# Yahoo Finance API

Using the Yahoo Finance APIs and the Python library yfinance will download and create a series of datasets in FinSpace.

## Datasets to Create
1. Daily HLOC for all history
2. Corporate Actions
3. Dividends
4. Information

## References
- [yfinance GitHub](https://github.com/ranaroussi/yfinance)
- [Reliably download historical market data from Yahoo! Finance with Python](https://github.com/ranaroussi/yfinance)

In [None]:
%local
from aws.finspace.cluster import FinSpaceClusterManager

# if this was already run, no need to run again
if 'finspace_clusters' not in globals():
 finspace_clusters = FinSpaceClusterManager()
 finspace_clusters.auto_connect()
else:
 print(f'connected to cluster: {finspace_clusters.get_connected_cluster_id()}')

In [None]:
try:
 sc.install_pypi_package('yfinance==0.1.70')
except Exception as e:
 print('Packages already Installed')

# Variables and Libraries

**Important** that you fill in the identifiers for the ticker dataset and view you will be using as the universe of tickers to pull data for. These are identifiers specific to the ticker history you would have created with the polygon_import notebook.

In [None]:
# imports
import time

import yfinance as yf
import pandas as pd
import numpy as np
import matplotlib as plt

from io import StringIO
from pyspark.sql.types import *
from pyspark.sql import functions as F
from pyspark.sql.functions import udf
from pyspark.sql import Window
from pyspark.sql.functions import pandas_udf, PandasUDFType

from aws.finspace.analytics import FinSpaceAnalyticsManager

from datetime import datetime, timedelta

###
### Populate with values from your FinSpace
###
### Use the dataset and view created from polygon_import.ipynb
###
ticker_dataset_id = ''
ticker_view_id = ''

# User Group to grant access to the dataset
group_id = ''

# if this is to work with an existing dataset
dataset_id = None

finspace_manager = FinSpaceAnalyticsManager(spark)

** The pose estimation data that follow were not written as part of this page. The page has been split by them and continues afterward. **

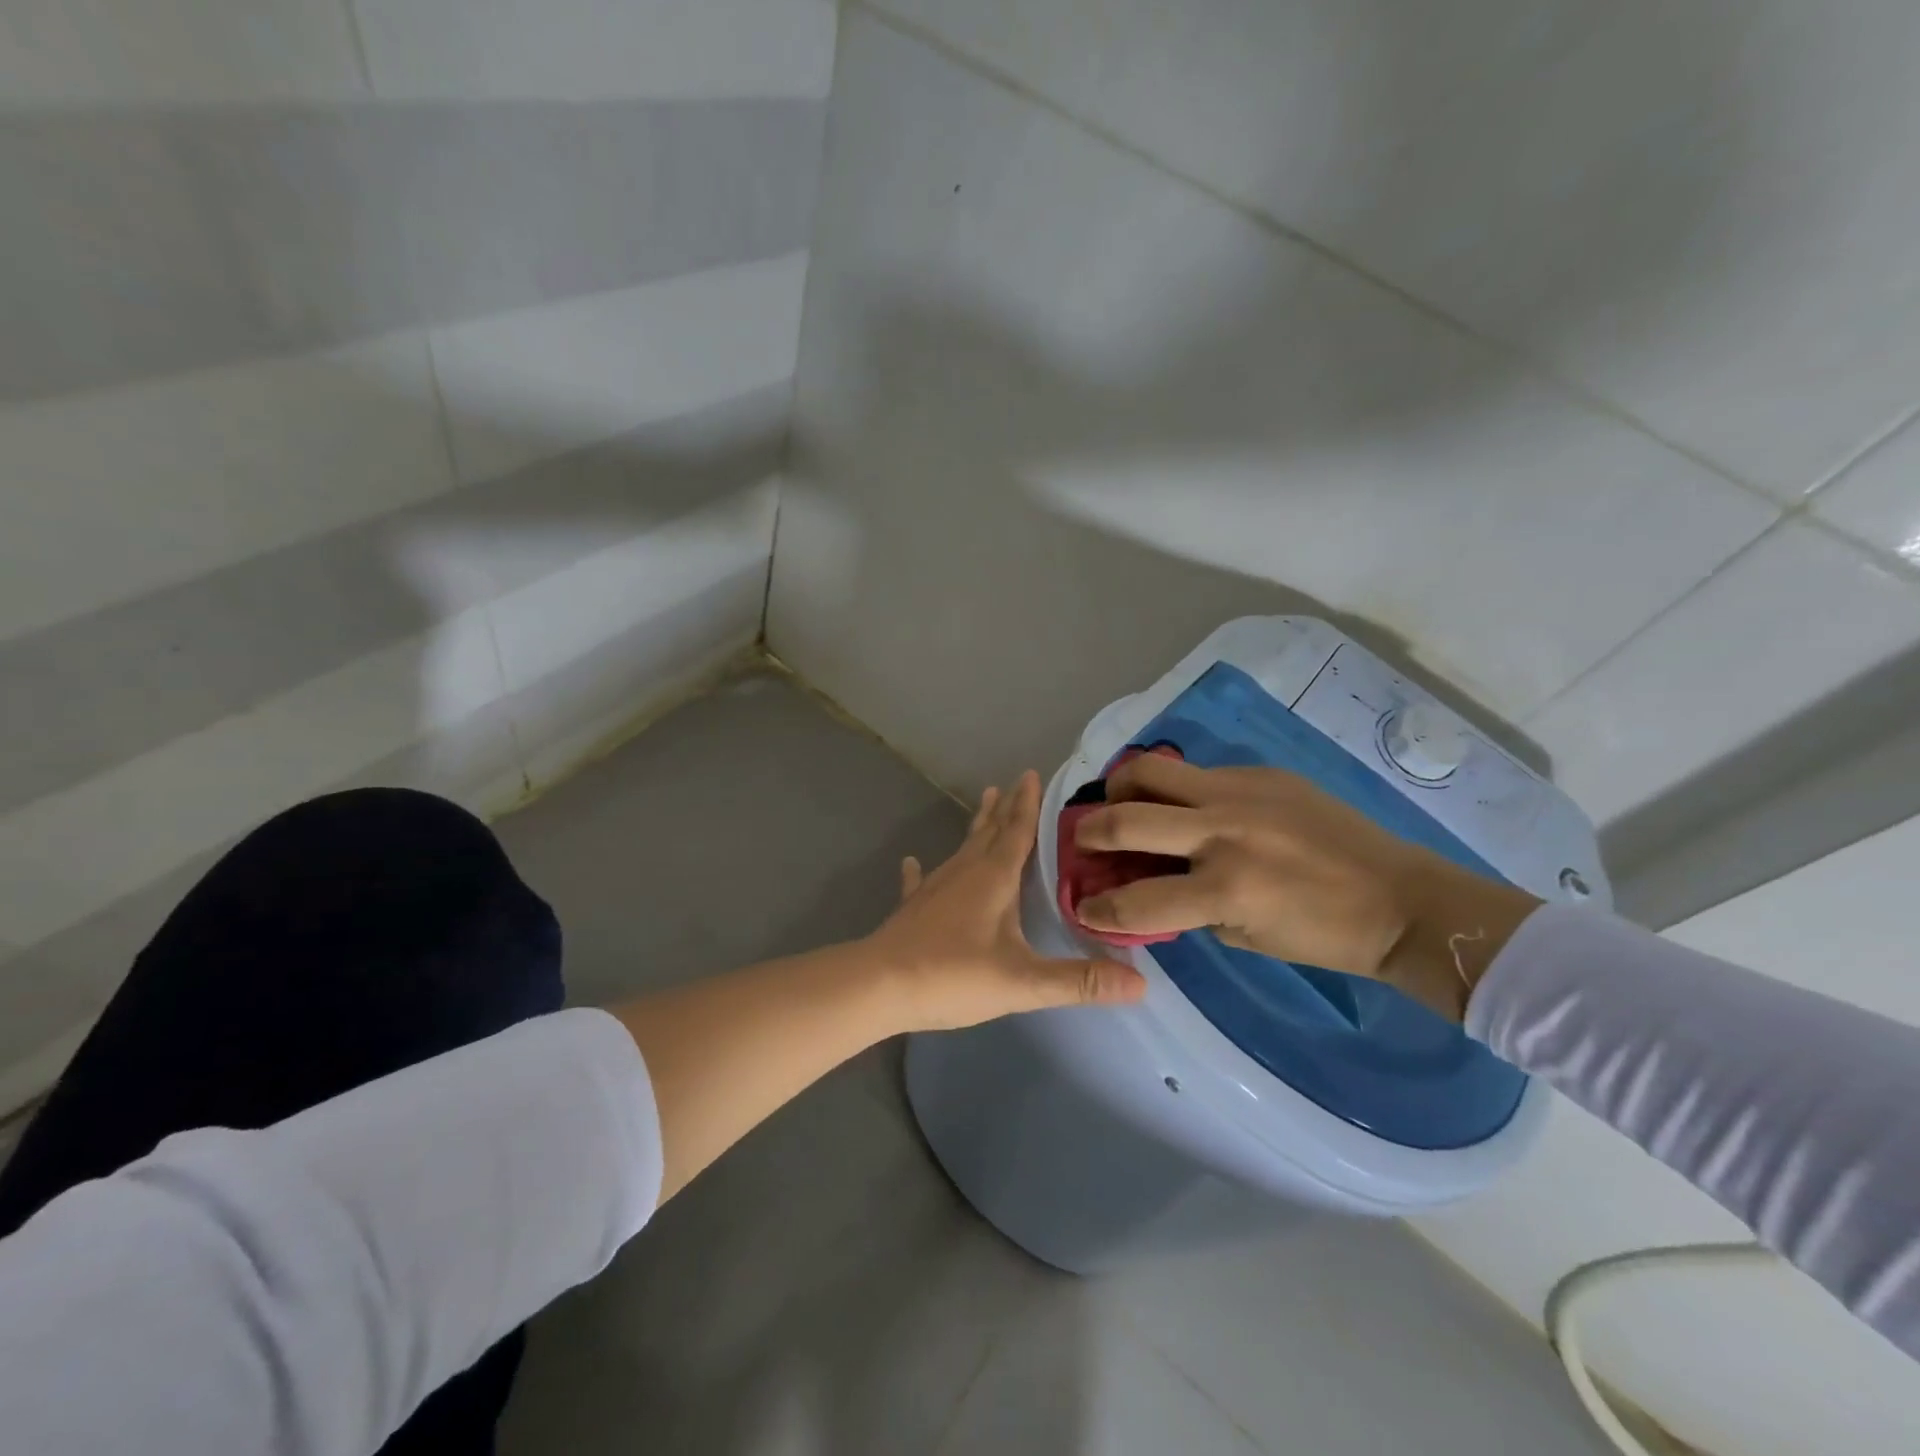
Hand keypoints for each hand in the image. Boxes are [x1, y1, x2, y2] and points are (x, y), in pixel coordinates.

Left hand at [865, 770, 1145, 1030]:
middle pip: (989, 832)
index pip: (1017, 832)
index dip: (1028, 805)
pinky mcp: (913, 908)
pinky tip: (913, 862)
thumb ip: (1079, 981)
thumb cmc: (953, 975)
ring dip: (976, 827)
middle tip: (1014, 782)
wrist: (880, 986)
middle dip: (1006, 807)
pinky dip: (921, 871)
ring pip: (962, 848)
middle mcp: (964, 872)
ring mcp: (935, 887)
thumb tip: (1140, 985)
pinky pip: (921, 881)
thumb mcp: (1022, 982)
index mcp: (993, 878)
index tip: (1033, 774)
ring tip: (984, 803)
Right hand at [1072, 755, 1538, 1019]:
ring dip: (1121, 789)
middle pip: (1125, 817)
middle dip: (1089, 833)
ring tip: (1121, 804)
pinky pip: (1196, 773)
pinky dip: (1175, 789)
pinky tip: (1186, 806)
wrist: (1402, 898)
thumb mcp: (1242, 936)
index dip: (1096, 910)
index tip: (1082, 906)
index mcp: (1224, 888)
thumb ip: (1187, 908)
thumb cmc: (1323, 935)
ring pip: (1150, 770)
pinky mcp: (1260, 773)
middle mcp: (1223, 830)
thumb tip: (1145, 887)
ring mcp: (1241, 792)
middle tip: (1083, 841)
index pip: (1133, 901)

## Read in the Tickers Dataset

This would have been created from the polygon_import notebook.

In [None]:
tickersDF = finspace_manager.read_data_view(ticker_dataset_id, ticker_view_id)
tickersDF.printSchema()

In [None]:
tickersDF.show(5)
print(f'Tickers: {tickersDF.count()}')

# Stock Prices

Using the APIs and Spark, construct a dataframe of all historical prices.

In [None]:
schema = StructType(
 [
 StructField('ticker', StringType(), True), 
 StructField('date', DateType(), True),
 StructField('open', DoubleType(), True),
 StructField('high', DoubleType(), True),
 StructField('low', DoubleType(), True),
 StructField('close', DoubleType(), True),
 StructField('volume', DoubleType(), True),
 StructField('dividends', DoubleType(), True), 
 StructField('stock_splits', DoubleType(), True), 
 ]
)

def fetch_tick(group, pdf):
 tick = group[0]
 period = 'max'
 interval = '1d'
 try:
 aTicker = yf.Ticker(tick)
 raw = aTicker.history(period=period, interval=interval )[['Open', 'High', 'Low', 'Close', 'Volume', 'Dividends', 'Stock Splits']]
 # fill in missing business days
 idx = pd.date_range(raw.index.min(), raw.index.max(), freq='B')
 # use last observation carried forward for missing value
 output_df = raw.reindex(idx, method='pad')
 # Pandas does not keep index (date) when converted into spark dataframe
 output_df['date'] = output_df.index
 output_df['ticker'] = tick
 new_cols = [elem.strip().lower().replace(" ", "_") for elem in output_df.columns] 
 output_df.columns = new_cols
 return output_df
 except:
 print(f'Issue with {tick}')
 return pd.DataFrame(columns = schema.names)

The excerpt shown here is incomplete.